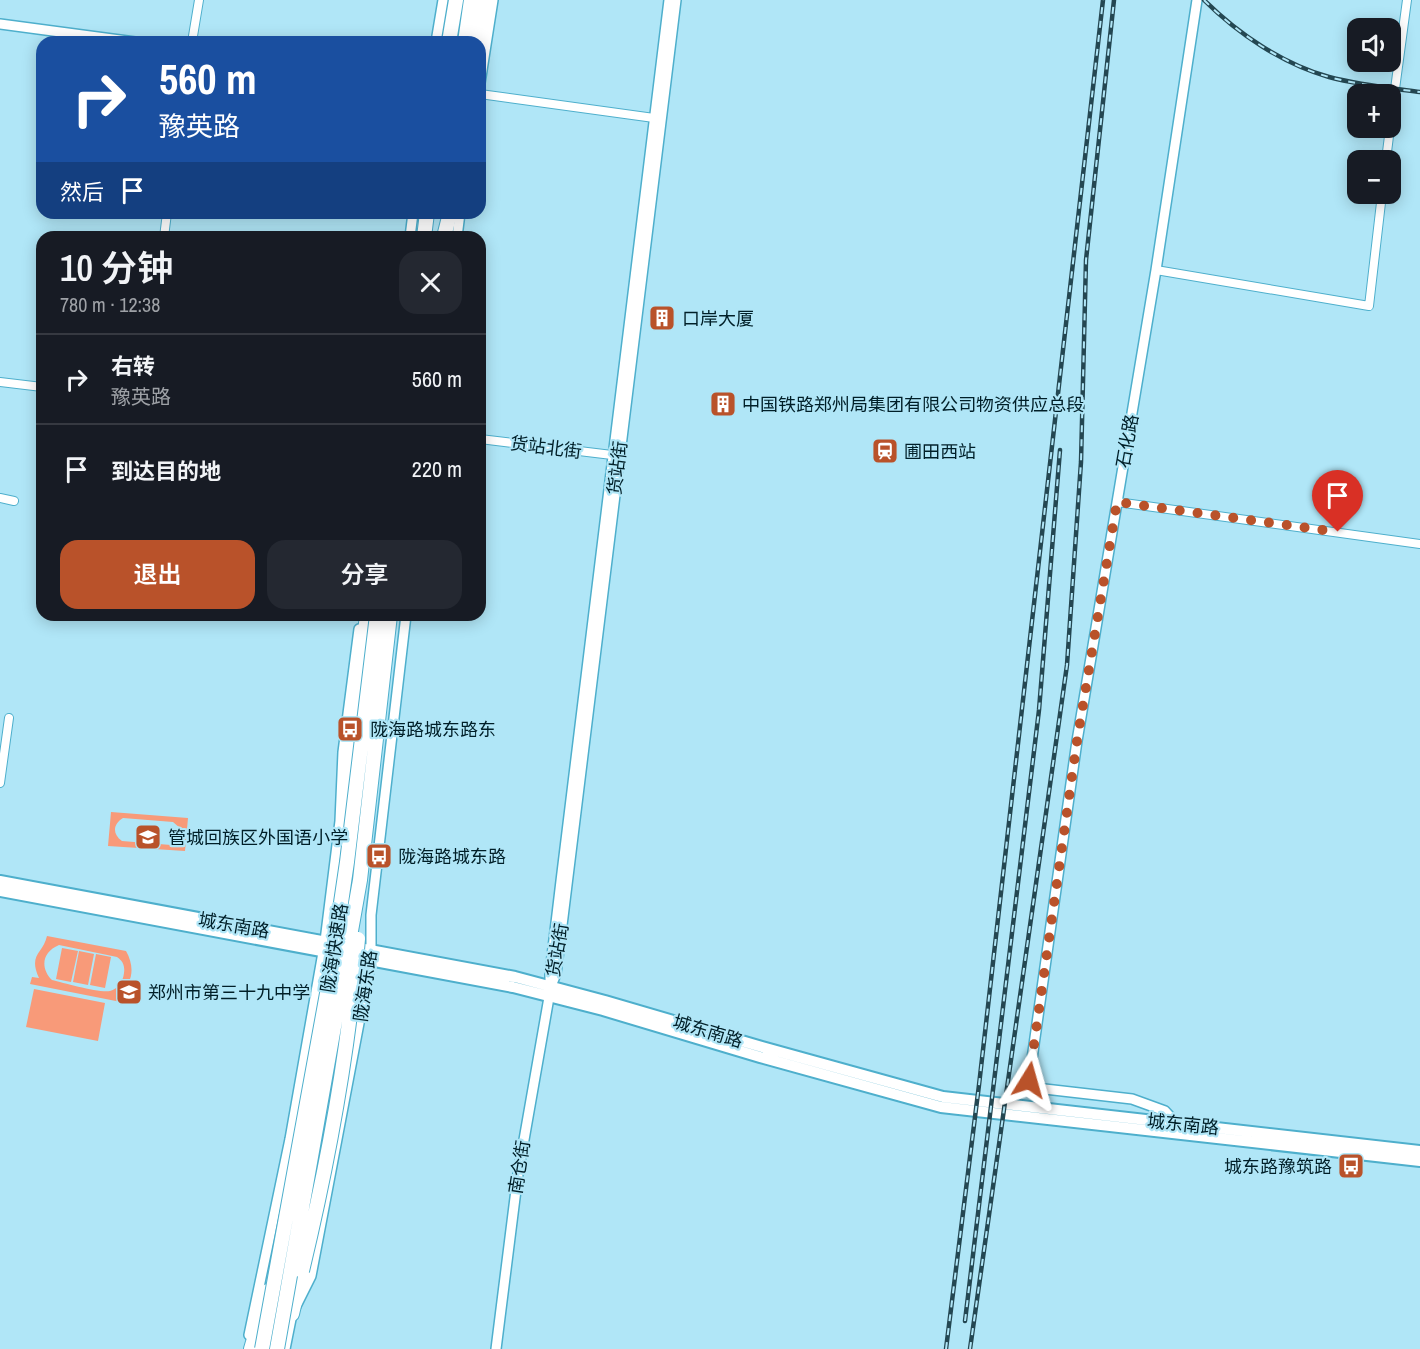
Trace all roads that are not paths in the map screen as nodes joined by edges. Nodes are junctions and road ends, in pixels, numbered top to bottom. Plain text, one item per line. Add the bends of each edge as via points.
1 (199, 0) edge
2 (443, 0) edge
3 (456, 0) edge
4 (471, 0) edge
5 (485, 0) edge
6 (493, 0) edge
7 (669, 0) edge
8 (676, 0) edge
9 (1197, 0) edge
10 (1407, 0) edge
11 (0, 24) edge
12 (90, 36) edge
13 (193, 36) edge
14 (437, 36) edge
15 (450, 36) edge
16 (466, 36) edge
17 (480, 36) edge
18 (486, 45) edge
19 (1396, 84) edge
20 (486, 95) edge
21 (654, 118) junction
22 (1381, 204) edge
23 (1156, 270) junction
24 (0, 382) edge
25 (36, 386) edge
26 (486, 440) edge
27 (612, 455) junction
28 (0, 498) edge
29 (14, 501) dead end
30 (1117, 502) junction
31 (1420, 544) edge
32 (359, 621) edge
33 (366, 621) edge
34 (376, 621) edge
35 (389, 621) edge
36 (405, 621) edge
37 (9, 718) dead end
38 (0, 783) edge
39 (366, 826) junction
40 (351, 834) junction
41 (0, 881) edge
42 (0, 891) edge
43 (323, 946) junction
44 (371, 955) junction
45 (550, 990) junction
46 (1177, 1124) junction
47 (1420, 1151) edge
48 (1420, 1161) edge
49 (279, 1258) junction
50 (292, 1314) junction
51 (246, 1349) edge
52 (251, 1349) edge
53 (262, 1349) edge
54 (277, 1349) edge
55 (285, 1349) edge
56 (496, 1349) edge

1 - 13 street
2 - 14 street
3 - 15 highway
4 - 16 highway
5 - 17 highway
6 - 18 street
7 - 21 street, 货站街
8 - 45 street, 货站街 via 556,974
9 - 23 street, 石化路
10 - 19 street
11 - 12 street
20 - 21 street
21 - 27 street, 货站街
22 - 23 street via 1369,306
23 - 30 street, 石化路
24 - 25 street
26 - 27 street, 货站北街
27 - 45 street, 货站街
28 - 29 street
30 - 31 street
30 - 46 street, 石化路 via 1077,741 1029,1080 1036,1088 1132,1098 1165,1111
32 - 43 street via 343,752 340,821
33 - 40 highway, bridge via 350,757 347,810
34 - 40 highway, 陇海快速路, bridge
35 - 39 highway, 陇海快速路, bridge
36 - 44 street, 陇海东路 via 370,915
37 - 38 street
39 - 50 highway, bridge via 365,882 354,987 320,1194
39 - 54 highway, 陇海快速路, bridge via 351,936
40 - 49 highway, 陇海快速路, bridge via 330,977
41 - 43 main road, 城东南路
42 - 43 main road, 城东南路
43 - 44 main road, 城东南路
43 - 51 street via 290,1139
44 - 45 main road, 城东南路 via 486,971
44 - 50 street, 陇海东路 via 311,1276
45 - 46 main road, 城东南路 via 943,1097
45 - 48 main road, 城东南路 via 760,1057 941,1107
45 - 56 street, 南仓街 via 518,1174
46 - 47 main road, 城东南路
49 - 52 highway, bridge
49 - 53 highway, 陇海快速路, bridge
50 - 55 street, 陇海东路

□ □ □ □ □ □ □

YOUR GOAL: Make an exact copy of the listing above, omitting the pictures.

EXERCISE OUTPUT:
Trace all roads that are not paths in the map screen as nodes joined by edges. Nodes are junctions and road ends, in pixels, numbered top to bottom. Plain text, one item per line. Add the bends of each edge as via points.
1 (199, 0) edge
2 (443, 0) edge
3 (456, 0) edge
4 (471, 0) edge
5 (485, 0) edge
6 (493, 0) edge
7 (669, 0) edge
8 (676, 0) edge
9 (1197, 0) edge
10 (1407, 0) edge
11 (0, 24) edge
12 (90, 36) edge
13 (193, 36) edge
14 (437, 36) edge
15 (450, 36) edge
16 (466, 36) edge
17 (480, 36) edge
18 (486, 45) edge
19 (1396, 84) edge
20 (486, 95) edge
21 (654, 118) junction
22 (1381, 204) edge
23 (1156, 270) junction
24 (0, 382) edge
25 (36, 386) edge
26 (486, 440) edge
27 (612, 455) junction
28 (0, 498) edge
29 (14, 501) dead end
30 (1117, 502) junction
31 (1420, 544) edge
32 (359, 621) edge
33 (366, 621) edge
34 (376, 621) edge
35 (389, 621) edge
36 (405, 621) edge
37 (9, 718) dead end
38 (0, 783) edge
39 (366, 826) junction
40 (351, 834) junction
41 (0, 881) edge
42 (0, 891) edge
43 (323, 946) junction
44 (371, 955) junction
45 (550, 990) junction
46 (1177, 1124) junction
47 (1420, 1151) edge
48 (1420, 1161) edge
49 (279, 1258) junction
50 (292, 1314) junction
51 (246, 1349) edge
52 (251, 1349) edge
53 (262, 1349) edge
54 (277, 1349) edge
55 (285, 1349) edge
56 (496, 1349) edge

1 - 13 street
2 - 14 street
3 - 15 highway
4 - 16 highway
5 - 17 highway
6 - 18 street
7 - 21 street, 货站街
8 - 45 street, 货站街 via 556,974
9 - 23 street, 石化路
10 - 19 street
11 - 12 street
20 - 21 street
21 - 27 street, 货站街
22 - 23 street via 1369,306
23 - 30 street, 石化路
24 - 25 street
26 - 27 street, 货站北街
27 - 45 street, 货站街
28 - 29 street
30 - 31 street
30 - 46 street, 石化路 via 1077,741 1029,1080 1036,1088 1132,1098 1165,1111
32 - 43 street via 343,752 340,821
33 - 40 highway, bridge via 350,757 347,810
34 - 40 highway, 陇海快速路, bridge
35 - 39 highway, 陇海快速路, bridge
36 - 44 street, 陇海东路 via 370,915
37 - 38 street
39 - 50 highway, bridge via 365,882 354,987 320,1194
39 - 54 highway, 陇海快速路, bridge via 351,936
40 - 49 highway, 陇海快速路, bridge via 330,977
41 - 43 main road, 城东南路
42 - 43 main road, 城东南路
43 - 44 main road, 城东南路
43 - 51 street via 290,1139
44 - 45 main road, 城东南路 via 486,971
44 - 50 street, 陇海东路 via 311,1276
45 - 46 main road, 城东南路 via 943,1097
45 - 48 main road, 城东南路 via 760,1057 941,1107
45 - 56 street, 南仓街 via 518,1174
46 - 47 main road, 城东南路
49 - 52 highway, bridge
49 - 53 highway, 陇海快速路, bridge
50 - 55 street, 陇海东路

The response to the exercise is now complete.